Good lessons to learn about managing communities

by Carl Natale on April 22, 2010

I was a community organizer before President Obama made it cool. While he did it to make poor people’s lives better, I was doing it to build page views for online newspapers.

Now we know why I never will be president.

I must admit that I made a lot of mistakes and had some successes. So I recognized a lot of truth in Rich Brooks’ interview with Melonie Gallegos, the Social Media Specialist at Geary Interactive. They talked about how to manage communities for brands. It’s worth reading but there are a few points that jibed with my experience.

Not every community is within your walls

This is especially true if it exists already. A lot of the community management expends energy drawing members to a site instead of interacting where it already exists. Effective community management and brand promotion can take place on Twitter, Facebook and blogs.

I fell into this trap. At, we built sites that were designed to attract communities.
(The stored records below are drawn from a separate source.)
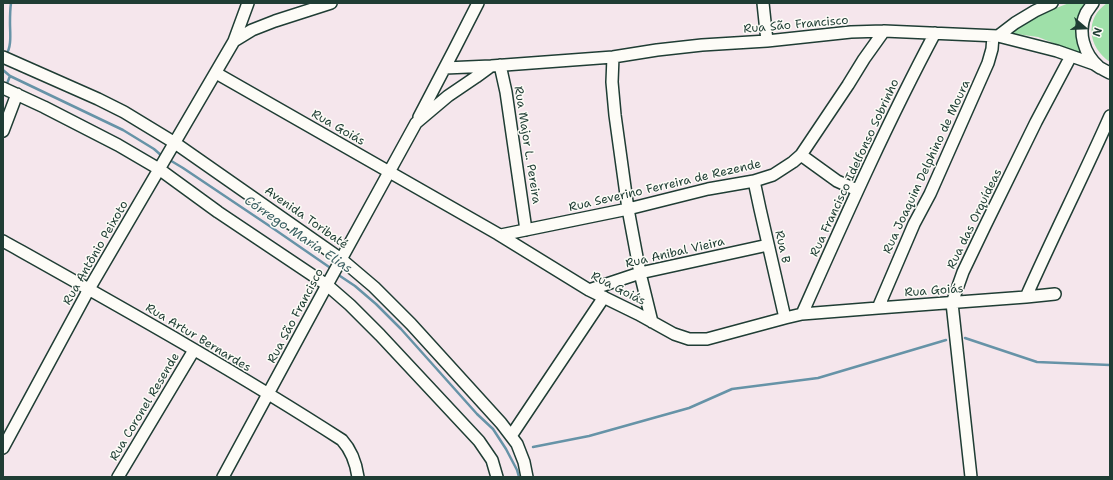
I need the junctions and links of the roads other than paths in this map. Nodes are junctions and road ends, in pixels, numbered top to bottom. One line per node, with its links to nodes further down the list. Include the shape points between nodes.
1 (248, 3): 10 (street, Rua Antônio Peixoto)
2 (331, 3): 10 (street, via 252,30)
3 (478, 3): 16 (street)
4 (763, 3): 11 (street)
5 (1052, 3): 9 (street)
6 (1093, 3): 17 (street, via 1082,28 1083,43 1089,57)
7 (884, 31): 8 (street, Rua São Francisco); 11 (street, Rua São Francisco); 25 (street, Rua Severino Ferreira de Rezende)
8 (935, 34): 9 (street, Rua São Francisco); 29 (street, Rua Francisco Idelfonso Sobrinho)
9 (996, 36): 12 (street, Rua São Francisco); 44 (street, Rua Joaquim Delphino de Moura, via 988,62)
10 (234, 41): 18 (street, Rua Antônio Peixoto)
11 (767, 41): 14 (street, Rua São Francisco, via 702,45)
12 (1071, 56): 17 (street, Rua São Francisco); 43 (street, Rua das Orquídeas, via 985,226)
13 (3, 57): 24 (street, Avenida Toribaté, via 124,112)
14 (613, 57): 15 (street, Rua São Francisco); 30 (street, via 615,115)
15 (495, 66): 16 (street, Rua São Francisco); 22 (street, Rua São Francisco, via 448,96); 31 (street, Rua Major L. Pereira, via 506,92)
16 (445, 68): 22 (street)
17 (1100, 68): 19 (street, Rua São Francisco)
18 (216, 73): 24 (street, Rua Antônio Peixoto); 27 (street, Rua Goiás)
19 (1110, 73)
20 (10, 91): 23 (street); 26 (street)
21 (1110, 116): 42 (street)
22 (416, 123): 27 (street, Rua São Francisco)
23 (3, 131)
24 (174, 145): 26 (street, Rua Antônio Peixoto); 35 (street, Avenida Toribaté)
25 (801, 155): 28 (street, Rua Severino Ferreira de Rezende, via 773,175); 29 (street, via 837,181)
26 (161, 167): 37 (street, via 218,212); 38 (street, Rua Antônio Peixoto)
27 (389, 172): 32 (street, Rua Goiás); 35 (street, Rua São Francisco)
28 (754, 181): 30 (street, Rua Severino Ferreira de Rezende); 34 (street, Rua B)
29 (857, 190): 45 (street, Rua Francisco Idelfonso Sobrinho)
30 (628, 209): 31 (street, Rua Severino Ferreira de Rezende); 36 (street)
31 (526, 230): 32 (street, Rua Severino Ferreira de Rezende)
32 (500, 236): 39 (street, Rua Goiás)
33 (3, 241): 38 (street, Rua Artur Bernardes)
34 (768, 245): 36 (street, Rua Anibal Vieira); 46 (street, Rua B)
35 (340, 261): 37 (street, Rua São Francisco); 50 (street, Avenida Toribaté, via 374,287 411,324)
36 (640, 273): 39 (street, Rua Anibal Vieira); 47 (street)
37 (328, 282): 49 (street, Rua São Francisco); 55 (street, via 479,441 492,460)
38 (89, 289): 48 (street, Rua Artur Bernardes); 51 (street, Rua Antônio Peixoto)
39 (589, 290): 41 (street, Rua Goiás)
40 (1055, 294): 42 (street, Rua Goiás)
41 (604, 297): 47 (street, Rua Goiás); 50 (street)
42 (1026, 297): 43 (street, Rua Goiás)
43 (952, 302): 44 (street, Rua Goiás); 57 (street, Rua das Orquídeas)
44 (878, 308): 45 (street, Rua Goiás)
45 (802, 314): 46 (street, Rua Goiás)
46 (785, 318): 47 (street, Rua Goiás, via 707,339 689,339)
47 (652, 322)
48 (194, 350): 49 (street, Rua Artur Bernardes); 52 (street, Rua Coronel Resende)
49 (268, 395): 53 (street, Rua São Francisco); 54 (street, Rua Artur Bernardes, via 342,440 352,454)
50 (511, 436): 56 (street, Avenida Toribaté, via 517,444)
51 (3, 448)
52 (118, 477)
53 (223, 477)
54 (358, 477)
55 (497, 477)
56 (528, 477)
57 (971, 477)

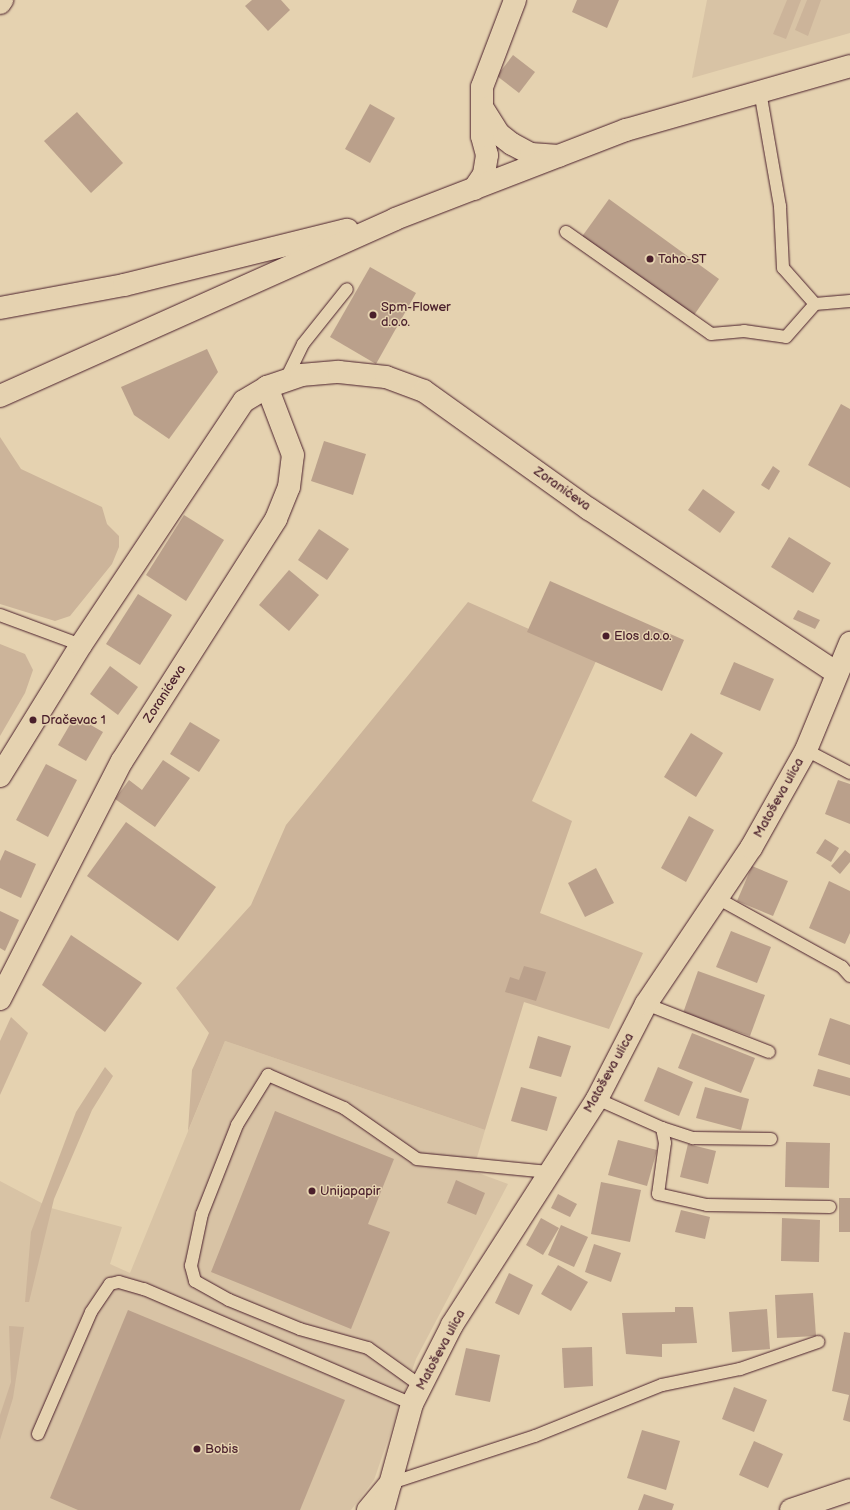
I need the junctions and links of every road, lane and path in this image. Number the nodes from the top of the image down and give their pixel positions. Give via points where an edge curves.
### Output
1 (2, 0) edge
2 (515, 0) edge
3 (0, 3) edge
4 (850, 66) edge
5 (760, 91) junction
6 (482, 107) junction
7 (559, 156) junction
8 (474, 189) junction
9 (395, 219) junction
10 (566, 232) dead end
11 (347, 289) dead end
12 (850, 301) edge
13 (815, 304) junction
14 (0, 308) edge
15 (276, 383) junction
16 (0, 396) edge
17 (0, 615) edge
18 (850, 643) edge
19 (81, 645) junction
20 (837, 673) junction
21 (806, 750) junction
22 (850, 773) edge
23 (0, 776) edge
24 (717, 898) junction
25 (850, 976) edge
26 (0, 999) edge
27 (646, 1004) junction
28 (770, 1052) dead end
29 (597, 1099) junction
30 (662, 1128) junction
31 (771, 1139) dead end
32 (550, 1172) junction
33 (830, 1207) dead end
34 (818, 1342) dead end
35 (416, 1395) junction
36 (38, 1434) dead end
37 (391, 1483) junction
38 (850, 1490) edge
39 (368, 1510) edge
40 (382, 1510) edge
41 (790, 1510) edge

1 - 3 main road
2 - 6 main road via 488,66
4 - 5 main road
5 - 7 main road via 626,130
5 - 13 lane via 780,206 782,268
6 - 7 main road via 499,134 512,144 531,154
6 - 8 main road via 487,155 484,174
7 - 8 main road
8 - 9 main road
9 - 14 main road via 261,248 124,285
9 - 16 main road
10 - 13 lane via 710,334 744,331 786,337
11 - 15 lane via 302,344
12 - 13 lane
15 - 19 main road, Zoranićeva via 244,400
15 - 20 main road, Zoranićeva via 339,372 386,377 424,391 589,509
15 - 26 main road, Zoranićeva via 293,455 289,487 276,519 122,761
17 - 19 lane
18 - 20 main road, Matoševa ulica
19 - 23 main road
20 - 21 main road, Matoševa ulica
21 - 22 lane
21 - 24 main road, Matoševa ulica via 751,848
24 - 25 lane via 842,967
24 - 27 main road, Matoševa ulica
27 - 28 lane
27 - 29 main road, Matoševa ulica
29 - 30 lane
29 - 32 main road, Matoševa ulica
30 - 31 lane via 693,1138
30 - 33 lane via 665,1143 658,1194 707,1205
32 - 35 main road, Matoševa ulica via 452,1325
32 - 35 lane via 417,1159 344,1108 268,1075 237,1125 202,1214 192,1266 195,1281 229,1300 300,1329 368,1348
34 - 37 lane via 740,1369 662,1385 535,1436
35 - 36 lane via 144,1289 119,1282 110,1284 91,1312
35 - 37 main road, Matoševa ulica
37 - 39 main road
37 - 40 main road, Matoševa ulica
38 - 41 main road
The goal was to get members to interact on our pages where we had ads. It was hard to accept outside communities when our revenue came from ad revenue based upon page views. That meant we had strong incentives to keeping community members within our realm.

What if we had a community and no one came?

There was nothing worse than creating forums or comment systems or chats, and getting nothing but crickets. Again, our revenue came from ads – which depended on page views. Basically didn’t make any money off of crickets. So this was even bigger pressure to perform.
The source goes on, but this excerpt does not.